# ABOUT THIS TASK
Pick each line containing the word "MALAQUIAS" out of the data below.
[[ THE INPUT open ]]
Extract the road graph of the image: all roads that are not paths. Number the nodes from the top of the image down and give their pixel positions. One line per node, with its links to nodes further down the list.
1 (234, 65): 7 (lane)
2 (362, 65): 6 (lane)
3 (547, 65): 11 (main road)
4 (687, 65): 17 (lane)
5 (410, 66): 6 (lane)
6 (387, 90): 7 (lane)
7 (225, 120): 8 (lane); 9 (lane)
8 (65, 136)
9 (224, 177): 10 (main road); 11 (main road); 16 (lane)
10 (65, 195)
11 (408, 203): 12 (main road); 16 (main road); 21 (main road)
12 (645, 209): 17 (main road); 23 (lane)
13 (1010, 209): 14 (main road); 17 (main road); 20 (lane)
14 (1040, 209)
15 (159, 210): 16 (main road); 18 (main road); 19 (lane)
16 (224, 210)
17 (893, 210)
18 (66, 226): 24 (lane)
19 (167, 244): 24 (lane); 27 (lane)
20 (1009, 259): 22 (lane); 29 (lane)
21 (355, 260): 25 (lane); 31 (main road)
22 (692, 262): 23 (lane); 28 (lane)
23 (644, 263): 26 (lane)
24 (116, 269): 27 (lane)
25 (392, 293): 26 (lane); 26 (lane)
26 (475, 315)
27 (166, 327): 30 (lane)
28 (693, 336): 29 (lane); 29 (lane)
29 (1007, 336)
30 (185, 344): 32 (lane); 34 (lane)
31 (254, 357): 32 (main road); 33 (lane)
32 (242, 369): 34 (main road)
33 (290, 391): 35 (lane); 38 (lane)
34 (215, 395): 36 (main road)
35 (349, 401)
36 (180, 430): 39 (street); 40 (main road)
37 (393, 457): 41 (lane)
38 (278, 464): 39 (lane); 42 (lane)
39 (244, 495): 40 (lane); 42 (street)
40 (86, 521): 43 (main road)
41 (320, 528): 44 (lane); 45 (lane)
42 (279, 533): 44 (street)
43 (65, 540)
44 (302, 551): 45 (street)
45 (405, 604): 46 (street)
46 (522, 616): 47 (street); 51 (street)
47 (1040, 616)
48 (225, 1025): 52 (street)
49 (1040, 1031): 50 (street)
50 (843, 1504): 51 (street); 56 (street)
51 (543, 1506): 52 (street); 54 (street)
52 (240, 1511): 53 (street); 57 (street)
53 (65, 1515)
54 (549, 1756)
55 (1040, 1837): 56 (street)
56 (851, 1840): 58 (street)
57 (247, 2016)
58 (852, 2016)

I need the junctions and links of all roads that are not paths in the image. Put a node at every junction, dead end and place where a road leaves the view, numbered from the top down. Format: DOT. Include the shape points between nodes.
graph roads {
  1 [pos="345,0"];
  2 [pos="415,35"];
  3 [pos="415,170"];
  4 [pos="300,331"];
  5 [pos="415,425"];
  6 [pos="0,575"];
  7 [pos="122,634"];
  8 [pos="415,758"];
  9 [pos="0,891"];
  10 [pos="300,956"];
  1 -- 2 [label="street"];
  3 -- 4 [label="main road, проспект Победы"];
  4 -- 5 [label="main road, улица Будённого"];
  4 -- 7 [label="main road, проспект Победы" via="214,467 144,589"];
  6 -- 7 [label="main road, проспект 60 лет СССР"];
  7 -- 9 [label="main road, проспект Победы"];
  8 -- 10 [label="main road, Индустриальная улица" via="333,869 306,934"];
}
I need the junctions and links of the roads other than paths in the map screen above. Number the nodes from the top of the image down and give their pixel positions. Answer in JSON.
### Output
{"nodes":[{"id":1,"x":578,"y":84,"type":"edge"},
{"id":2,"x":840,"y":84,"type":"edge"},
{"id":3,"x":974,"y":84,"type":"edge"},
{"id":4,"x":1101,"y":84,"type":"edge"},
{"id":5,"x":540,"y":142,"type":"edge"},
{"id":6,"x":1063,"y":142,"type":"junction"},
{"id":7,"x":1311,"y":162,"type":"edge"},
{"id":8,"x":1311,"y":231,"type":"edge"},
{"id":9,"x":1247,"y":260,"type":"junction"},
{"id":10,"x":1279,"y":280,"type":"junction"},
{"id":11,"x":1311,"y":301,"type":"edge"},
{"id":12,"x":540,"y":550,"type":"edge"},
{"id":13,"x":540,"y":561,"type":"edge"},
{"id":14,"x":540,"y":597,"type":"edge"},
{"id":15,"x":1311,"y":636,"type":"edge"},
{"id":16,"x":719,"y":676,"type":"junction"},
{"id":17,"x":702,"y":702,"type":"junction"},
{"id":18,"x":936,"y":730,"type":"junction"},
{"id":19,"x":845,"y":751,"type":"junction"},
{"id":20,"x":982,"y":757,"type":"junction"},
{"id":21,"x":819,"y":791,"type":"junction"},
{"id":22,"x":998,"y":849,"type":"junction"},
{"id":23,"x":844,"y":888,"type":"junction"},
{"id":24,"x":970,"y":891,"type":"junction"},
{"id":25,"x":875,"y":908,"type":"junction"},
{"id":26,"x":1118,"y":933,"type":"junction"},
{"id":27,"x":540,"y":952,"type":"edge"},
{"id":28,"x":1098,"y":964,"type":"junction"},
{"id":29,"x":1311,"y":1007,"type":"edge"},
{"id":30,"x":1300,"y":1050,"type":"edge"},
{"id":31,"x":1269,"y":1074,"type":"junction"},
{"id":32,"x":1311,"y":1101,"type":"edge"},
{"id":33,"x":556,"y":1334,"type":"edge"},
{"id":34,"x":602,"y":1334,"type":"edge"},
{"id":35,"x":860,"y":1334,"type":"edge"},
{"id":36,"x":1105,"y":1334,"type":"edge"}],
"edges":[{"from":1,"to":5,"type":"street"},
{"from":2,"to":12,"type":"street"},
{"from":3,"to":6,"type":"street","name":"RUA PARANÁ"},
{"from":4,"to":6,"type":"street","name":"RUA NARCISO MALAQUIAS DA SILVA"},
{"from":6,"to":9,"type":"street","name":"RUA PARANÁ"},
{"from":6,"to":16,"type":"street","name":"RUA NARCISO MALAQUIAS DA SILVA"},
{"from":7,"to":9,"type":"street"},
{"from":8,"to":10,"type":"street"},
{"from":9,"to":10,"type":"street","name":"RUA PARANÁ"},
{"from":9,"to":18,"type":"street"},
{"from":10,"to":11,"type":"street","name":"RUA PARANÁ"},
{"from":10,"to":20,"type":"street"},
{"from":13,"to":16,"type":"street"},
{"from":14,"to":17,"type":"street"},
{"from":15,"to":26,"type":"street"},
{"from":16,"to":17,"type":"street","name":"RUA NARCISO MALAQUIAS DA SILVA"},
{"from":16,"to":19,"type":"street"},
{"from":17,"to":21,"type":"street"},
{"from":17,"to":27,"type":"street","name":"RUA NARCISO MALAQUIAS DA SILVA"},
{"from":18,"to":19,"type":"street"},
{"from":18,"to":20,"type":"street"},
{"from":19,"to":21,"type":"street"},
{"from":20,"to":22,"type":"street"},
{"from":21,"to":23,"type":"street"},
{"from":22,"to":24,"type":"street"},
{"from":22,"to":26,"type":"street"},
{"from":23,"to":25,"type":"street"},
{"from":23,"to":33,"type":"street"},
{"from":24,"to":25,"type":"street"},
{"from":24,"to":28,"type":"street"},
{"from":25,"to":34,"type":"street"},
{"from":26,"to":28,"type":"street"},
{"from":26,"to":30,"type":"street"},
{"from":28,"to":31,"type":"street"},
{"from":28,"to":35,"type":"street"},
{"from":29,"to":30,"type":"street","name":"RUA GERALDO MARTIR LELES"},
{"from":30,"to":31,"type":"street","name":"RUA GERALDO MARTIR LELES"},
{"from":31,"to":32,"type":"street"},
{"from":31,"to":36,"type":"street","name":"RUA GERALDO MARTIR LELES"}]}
[[ THE INPUT closed ]]
# ANSWER FOR THIS EXERCISE
{"from":4,"to":6,"type":"street","name":"RUA NARCISO MALAQUIAS DA SILVA"},
{"from":6,"to":16,"type":"street","name":"RUA NARCISO MALAQUIAS DA SILVA"},
{"from":16,"to":17,"type":"street","name":"RUA NARCISO MALAQUIAS DA SILVA"},
{"from":17,"to":27,"type":"street","name":"RUA NARCISO MALAQUIAS DA SILVA"},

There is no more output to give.